どうしてラーメンの話をするときの男子は、青年からおっさんまであんなに饒舌なんだろうか?
『やっぱラーメンは“家系”だよね』とか『動物系と魚介系のWスープがいいよ』とか『濃厚豚骨醤油スープが基本でしょ』とかさー。
(君ら、家で出汁とか取ったことあんの? どーなの?)と、言いたい気持ちをグッと堪えるのが大変。
若い娘さんは意中の男子にラーメンの話を振るといいよ。
1時間くらい語り合えると思う……。
でも、交際に発展するかどうかは、自己責任でお願いします。
それくらいラーメンの話に乗れないおっさん女子の私である。
しかしそんな私が、このラーメン屋に入ってみたい……、と思った店がある。
吉祥寺通り沿いにあった『らーめん バリ男』である(2016年10月末に閉店)。
イラスト/スタジヲワンツー
男子に愛されるラーメン屋「バリ男」って……?
ある日のことであった。
私は『バリ男』の前の横断歩道で信号待ちをしていた。
以下、その時の『バリ男』前での男子高校生の3人の会話である。
男子A『今日、バリ男に行こうよ』
男子B&C『えーっ、バリ男~』
男子A『バリ男のダメさはよくわかっている。でもそこを含めて俺はバリ男が好きなんだよ!
頼むから今日はバリ男で!』
男子B『……。まあ、そこまで言うなら』
男子C『いいけど……』
という会話を展開し、男子高校生3人は、バリ男の食券を購入&入店……。
そこまで愛されているバリ男って……。
一体、どんなところがダメなんだよ、バリ男。
しかも店名もすごいけど、看板も前から気になっていたよ、バリ男……。
全然関係ないけど、うっかりすると、若い娘さんはAのような男子を『カッコいい……』と思うかもしれないが、お付き合いするならB、もしくはCの男子である。

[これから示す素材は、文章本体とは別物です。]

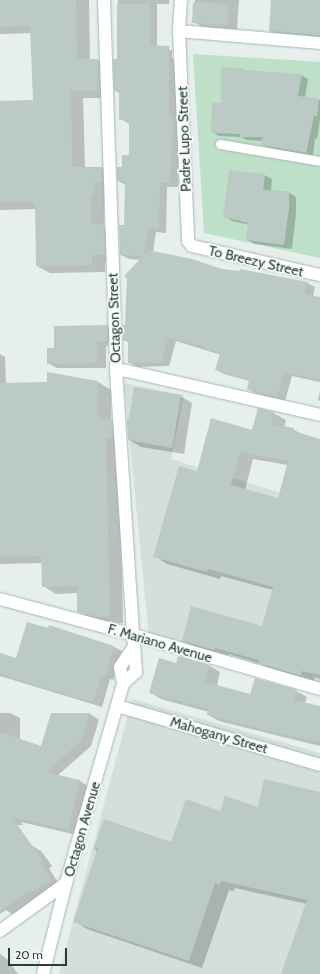 <!DOCTYPE html>
<html>
<head>
<meta charset="utf-8">
<style>
	body { margin:0 }
	#map { position:relative; width:320px; height:974px; overflow:hidden; background:#e6efeb; font-family:Cabin,sans-serif }
	div>[style] { position:absolute }
	.built>* { inset:0; background:#d4dfda }
	.green>* { inset:0; background:#bfe0c8 }
	.shadow>* { inset:0; background:#0003 }
	.building>* { inset:0; background:#bbcac4; transform-origin:0 0 }
	.roads { filter:drop-shadow(0 0 1px #a8b8b2) drop-shadow(0 0 1px #a8b8b2) }
	.lane>* { height:9px; margin:-4.5px; padding:0 4.5px; transform-origin:4.5px; border-radius:4.5px; background:#fff }
	.street>* { height:12px; margin:-6px; padding:0 6px; transform-origin:6px; border-radius:6px; background:#fff }
	.secondary>* { height:12px; margin:-6px; padding:0 6px; transform-origin:6px; border-radius:6px; background:#fff }
	span { translate:-50% -50%; white-space:nowrap; text-align:center; line-height:1.15; -webkit-text-stroke:3.5px #f7fbf9; paint-order:stroke }
	.street-label { font-size:14px; color:#24423a }
	.scale { position:absolute; left:8px; top:948px; width:59px; height:18px; box-sizing:border-box; border:2px solid #24423a; border-top:0; padding-left:5px; font-size:12px; line-height:14px; white-space:nowrap; color:#24423a; -webkit-text-stroke:3px #f7fbf9; paint-order:stroke }
</style>
</head>
<body>
<div id="map">
	<div class="built">
		<i style="clip-path:polygon(124px 383px,184px 395px,171px 459px,320px 505px,320px 682px,149px 638px)"></i>
		<i style="clip-path:polygon(132px 699px,320px 753px,320px 974px,59px 974px)"></i>
	</div>
	<div class="green">
		<i style="clip-path:polygon(193px 54px,320px 62px,320px 258px,204px 233px)"></i>
	</div>
	<div class="shadow">
		<i style="clip-path:polygon(0 0,89px 0,90px 60px,98px 60px,111px 68px,112px 98px,83px 98px,85px 168px,102px 168px,115px 175px,107px 201px,104px 201px,104px 226px,117px 233px,118px 262px,105px 262px,105px 272px,50px 273px,37px 266px,36px 209px,0 210px,0 102px,34px 101px,31px 33px,0 34px)"></i>
		<i style="clip-path:polygon(118px 0,169px 0,169px 4px,157px 4px,157px 47px,164px 47px,172px 51px,172px 58px,176px 61px,177px 122px,180px 124px,178px 187px,167px 187px,166px 233px,156px 232px,153px 252px,221px 270px,307px 283px,315px 287px,313px 297px,320px 298px,320px 382px,292px 376px,285px 401px,255px 393px,248px 389px,250px 381px,224px 374px,217px 370px,221px 355px,176px 341px,169px 366px,137px 367px,129px 362px,129px 343px,124px 340px,141px 260px,129px 259px,121px 255px,125px 226px,126px 185px,118px 181px,130px 156px,130px 124px,120px 119px,120px 93px,115px 91px,118px 60px)"></i>
		<i style="clip-path:polygon(195px 0,239px 0,237px 29px,204px 28px,194px 22px)"></i>
		<i style="clip-path:polygon(272px 0,320px 0,320px 40px,280px 36px,270px 31px)"></i>
		<i style="clip-path:polygon(243px 69px,248px 72px,301px 75px,308px 79px,305px 98px,320px 100px,320px 120px,317px 139px,315px 138px,313px 156px,269px 148px,262px 144px,263px 141px,247px 140px,241px 137px,219px 136px,212px 132px,222px 104px)"></i>
		<i style="clip-path:polygon(264px 175px,272px 179px,271px 191px,288px 192px,296px 197px,296px 214px,292px 249px,255px 244px,247px 240px,249px 225px,232px 221px,224px 216px)"></i>
		<i style="clip-path:polygon(107px 326px,116px 332px,116px 346px,106px 346px,106px 368px,57px 368px,48px 363px,55px 349px)"></i>
		<i style="clip-path:polygon(0 354px,5px 357px,6px 384px,48px 383px,48px 373px,98px 382px,111px 390px,111px 420px,125px 428px,119px 443px,123px 623px,108px 624px,91px 619px,78px 611px,78px 593px,56px 594px,43px 586px,43px 563px,0 564px)"></i>
		<i style="clip-path:polygon(320px 392px,320px 401px,318px 400px)"></i>
		<i style="clip-path:polygon(180px 396px,192px 403px,184px 454px,141px 447px,129px 440px)"></i>
		<i style="clip-path:polygon(evenodd,273px 413px,286px 420px,284px 428px,293px 429px,304px 436px,320px 440px,320px 679px,315px 677px,314px 682px,273px 670px,262px 664px,228px 654px,227px 657px,196px 648px,183px 641px,263px 627px,273px 590px,221px 576px,220px 579px,167px 564px,155px 556px,198px 472px,273px 413px,253px 459px,288px 465px,279px 500px,245px 490px,253px 459px)"></i>
		<i style="clip-path:polygon(114px 647px,122px 651px,113px 680px,110px 679px,102px 707px,0 676px,0 654px,17px 659px)"></i>
		<i style="clip-path:polygon(177px 664px,210px 666px,220px 672px,217px 686px,251px 695px,296px 691px,307px 697px,305px 703px,320px 707px,320px 746px,219px 721px,208px 715px,209px 712px,161px 699px,151px 693px)"></i>
		<i style="clip-path:polygon(0 713px,10px 713px,20px 718px,20px 739px,42px 747px,52px 714px,90px 714px,99px 720px,91px 746px,57px 776px,80px 781px,89px 787px,77px 835px,21px 822px,23px 825px,0 825px)"></i>
		<i style="clip-path:polygon(320px 793px,320px 974px,282px 974px,307px 904px,235px 888px,233px 891px,229px 890px,202px 968px,87px 929px,74px 921px,97px 851px,95px 850px,105px 820px,171px 843px,221px 812px,258px 809px)"></i>
		<i style="clip-path:polygon(31px 845px,41px 851px,52px 866px,49px 868px,60px 886px,14px 915px,6px 910px,0 914px,0 847px)"></i>
		<i style="clip-path:polygon(0 954px,7px 959px,18px 974px,0 974px)"></i>
	</div>
	<div class="building">
		<i style="clip-path:polygon(0 0,76px 0,77px 59px,98px 59px,99px 91px,71px 91px,72px 167px,102px 167px,102px 182px,94px 182px,94px 194px,91px 194px,91px 224px,104px 224px,105px 255px,92px 255px,92px 265px,36px 266px,35px 202px,0 202px,0 101px,33px 100px,30px 26px,0 27px)"></i>
		<i style="clip-path:polygon(271px 0,320px 0,320px 35px,269px 31px)"></i>
		<i style="left:193px;top:2px;width:36px;height:21px;rotate:3deg"></i>
		<i style="clip-path:polygon(117px 4px,150px 4px,150px 45px,169px 46px,169px 118px,173px 118px,170px 183px,160px 183px,159px 229px,148px 228px,144px 255px,148px 250px,192px 259px,222px 269px,240px 271px,240px 269px,308px 282px,305px 294px,320px 297px,320px 380px,284px 372px,277px 397px,262px 394px,247px 389px,249px 380px,215px 370px,220px 354px,204px 349px,205px 347px,168px 338px,161px 363px,128px 363px,128px 341px,123px 341px,122px 325px,125px 325px,127px 279px,124px 276px,143px 256px,120px 255px,119px 225px,124px 225px,125px 181px,117px 181px,117px 167px,122px 167px,122px 155px,129px 155px,129px 120px,119px 120px,119px 91px,114px 91px,113px 59px,117px 59px)"></i>
		<i style="clip-path:polygon(221px 67px,243px 68px,243px 70px,302px 74px,298px 96px,319px 98px,317px 116px,314px 116px,306px 153px,261px 145px,262px 137px,240px 137px,240px 134px,211px 133px,212px 103px,221px 103px)"></i>
		<i style="clip-path:polygon(229px 170px,265px 174px,263px 190px,289px 191px,289px 209px,284px 245px,246px 240px,248px 223px,223px 217px)"></i>
		<i style="clip-path:polygon(107px 325px,108px 341px,97px 341px,97px 363px,47px 364px,47px 348px,54px 348px,54px 326px)"></i>
		<i style="clip-path:polygon(47px 372px,98px 381px,98px 419px,112px 419px,113px 438px,106px 437px,110px 616px,94px 617px,77px 612px,77px 586px,42px 587px,41px 556px,0 557px,0 383px,47px 382px)"></i>
		<i style="clip-path:polygon(134px 387px,181px 395px,172px 448px,128px 440px,127px 419px,129px 419px)"></i>
		<i style="clip-path:polygon(evenodd,258px 408px,274px 412px,271px 424px,294px 428px,293px 431px,320px 439px,320px 675px,302px 671px,301px 676px,259px 663px,259px 660px,215px 648px,214px 650px,182px 641px,191px 606px,262px 626px,273px 587px,208px 569px,207px 572px,153px 557px,179px 466px,197px 471px,211px 418px,252px 430px,258px 408px,240px 452px,288px 461px,278px 498px,231px 485px,240px 452px)"></i>
		<i style="clip-path:polygon(27px 622px,48px 628px,49px 625px,114px 646px,105px 676px,102px 675px,93px 703px,0 674px,0 653px,16px 658px)"></i>
		<i style="clip-path:polygon(178px 656px,210px 665px,205px 682px,250px 694px,255px 678px,297px 690px,294px 700px,320px 706px,320px 742px,285px 735px,207px 715px,208px 709px,149px 693px,159px 658px,176px 663px)"></i>
		<i style="clip-path:polygon(51px 713px,90px 713px,81px 741px,46px 772px,80px 780px,68px 830px,12px 817px,42px 860px,39px 862px,51px 880px,32px 893px,30px 891px,0 911px,0 732px,41px 746px)"></i>
		<i style="clip-path:polygon(264px 779px,320px 792px,320px 974px,281px 974px,307px 900px,221px 881px,220px 885px,215px 883px,189px 961px,73px 922px,98px 847px,93px 850px,104px 819px,171px 842px,186px 799px,220px 811px,225px 796px,258px 807px)"></i>
	</div>
	<div class="roads">
		<div class="lane">
			<i style="left:220px;top:144px;width:101px;rotate:9.6deg"></i>
		</div>
		<div class="street">
			<i style="left:181px;top:0;width:31px;rotate:94deg"></i>
			<i style="left:179px;top:31px;width:210px;rotate:87.5deg"></i>
			<i style="left:188px;top:241px;width:6px;rotate:51deg"></i>
			<i style="left:192px;top:246px;width:131px;rotate:12.8deg"></i>
			<i style="left:179px;top:31px;width:142px;rotate:4.9deg"></i>
			<i style="left:116px;top:370px;width:11px;rotate:5deg"></i>
			<i style="left:127px;top:371px;width:198px;rotate:12.8deg"></i>
			<i style="left:123px;top:684px;width:18px;rotate:-43deg"></i>
			<i style="left:136px;top:672px;width:26px;rotate:-94deg"></i>
			<i style="left:117px;top:706px;width:211px;rotate:16.2deg"></i>
			<i style="left:0;top:931px;width:82px;rotate:-36deg"></i>
			<i style="left:43px;top:974px;width:94px;rotate:-75.8deg"></i>
			<i style="left:66px;top:883px;width:207px;rotate:-74deg"></i>
			<i style="left:123px;top:684px;width:17px;rotate:-100deg"></i>
			<i style="left:120px;top:667px;width:25px;rotate:-56deg"></i>
		</div>
		<div class="secondary">
			<i style="left:104px;top:0;width:370px;rotate:88.1deg"></i>
			<i style="left:116px;top:370px;width:277px;rotate:86.3deg"></i>
			<i style="left:0;top:599px;width:139px;rotate:15deg"></i>
			<i style="left:134px;top:635px;width:194px;rotate:16.2deg"></i>
		</div>
	</div>
	<div class="street-label">
		<span style="left:184px;top:139px;rotate:-92deg">Padre Lupo Street</span>
		<span style="left:256px;top:261px;rotate:13deg">To Breezy Street</span>
		<span style="left:114px;top:318px;rotate:-92deg">Octagon Street</span>
		<span style="left:160px;top:643px;rotate:16deg">F. Mariano Avenue</span>
		<span style="left:219px;top:735px;rotate:16deg">Mahogany Street</span>
		<span style="left:82px;top:829px;rotate:-74deg">Octagon Avenue</span>
	</div>
	<div class="scale">20 m</div>
</div>
</body>
</html>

Aの男子は、自己主張が強くオレ様で口がうまいので、付き合うと、女子はことあるごとに丸め込まれて苦労する(断言)。
さらに、このタイプは浮気の言い訳とかすごい巧妙(妄想)。
B&Cのように妥協、譲歩、人の話に耳を傾ける男子のほうが、お買い得よ!
若い娘さんは心のメモ帳に太字で書き込んでね……。
そんなおっさん女子が選ぶラーメンは、タンメンなのである!!!! しかし、私がバリ男のラーメンを食べる前に、店は閉店してしまった。
後にも先にも「ラーメン屋に入りたい!」と自発的に思ったのは、あの時だけである。
ちなみに私は『好きなラーメンは?』と聞かれると『タンメンです』と言い、たいていの男子に失笑されるおっさん女子である。
さらに、このコラムのイラストを担当するスタジヲワンツーさん(立派なおっさん女子)は、ラーメンといえばスーラータンメン。
しかも、ダバダバと酢を投入して、激しく酸っぱくして食べるのが好きらしいです。
お店の味付けとかそういうのが、いろいろ台ナシらしいよ(苦笑)。
まあ、おっさん女子のラーメン意識なんてそんなレベルだと思う。
ラーメンの話に乗れないおっさん女子がチョイスするラーメンとは?
それは中華屋のラーメンである。
中華屋というのは誰が発明したんだろうか?
天才だよ!
ごはんモノあり、サイドメニューあり、ラーメンあり、ビールあり、で最高である。
そんな私がよく行くのはコピス吉祥寺の地下にある『B』である。
ここのタンメンは普通に美味しい。
私はタンメンにそんなすごいハードルを設定してないので、十分だよ。
あとラーメンの丼を真上からスマホで撮影する男子もおらず、とっても平和である。
ごはんを食べるときは、心の平和ってすっごく大事。
ここは、お昼時におひとり様女子もけっこういるので、たぶん女子が入りやすい店なんだろうなぁ。
天野七月/あまのななつき
ライター&ときどきエディター。吉祥寺在住、ざっくり30年くらい。基本おっさん女子、たま~に乙女マインド。いつも吉祥寺をふらふらしています。ちなみに無芸大食。